◆ **Aim of the exercise**
An image-free reproduction of the data below is needed: print it exactly.

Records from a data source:
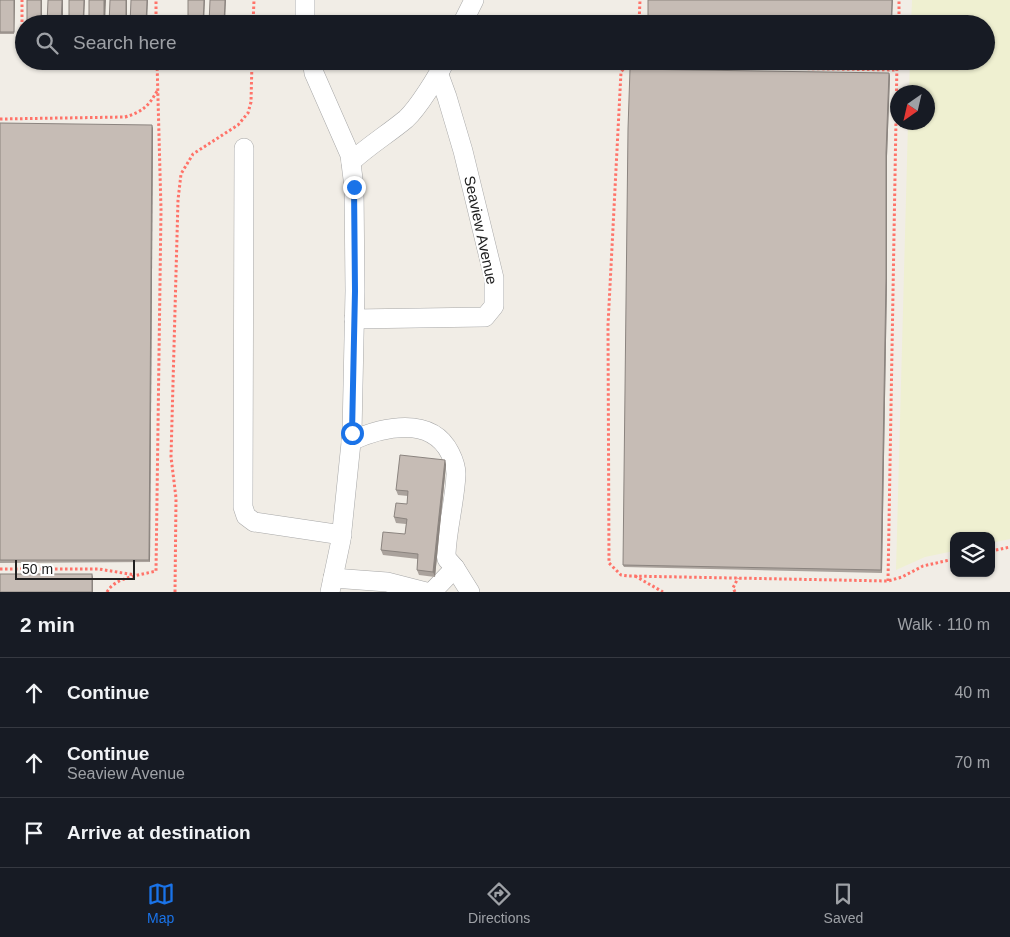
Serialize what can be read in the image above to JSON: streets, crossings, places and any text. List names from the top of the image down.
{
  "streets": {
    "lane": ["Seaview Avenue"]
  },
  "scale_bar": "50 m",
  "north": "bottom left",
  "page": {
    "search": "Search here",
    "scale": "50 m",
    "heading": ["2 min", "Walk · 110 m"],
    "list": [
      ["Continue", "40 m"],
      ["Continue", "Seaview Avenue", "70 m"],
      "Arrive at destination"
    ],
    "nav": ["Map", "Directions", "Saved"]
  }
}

◆ **The completed task**
Serialize what can be read in the image above to JSON: streets, crossings, places and any text. List names from the top of the image down.
{
  "streets": {
    "lane": ["Seaview Avenue"]
  },
  "scale_bar": "50 m",
  "north": "bottom left",
  "page": {
    "search": "Search here",
    "scale": "50 m",
    "heading": ["2 min", "Walk · 110 m"],
    "list": [
      ["Continue", "40 m"],
      ["Continue", "Seaview Avenue", "70 m"],
      "Arrive at destination"
    ],
    "nav": ["Map", "Directions", "Saved"]
  }
}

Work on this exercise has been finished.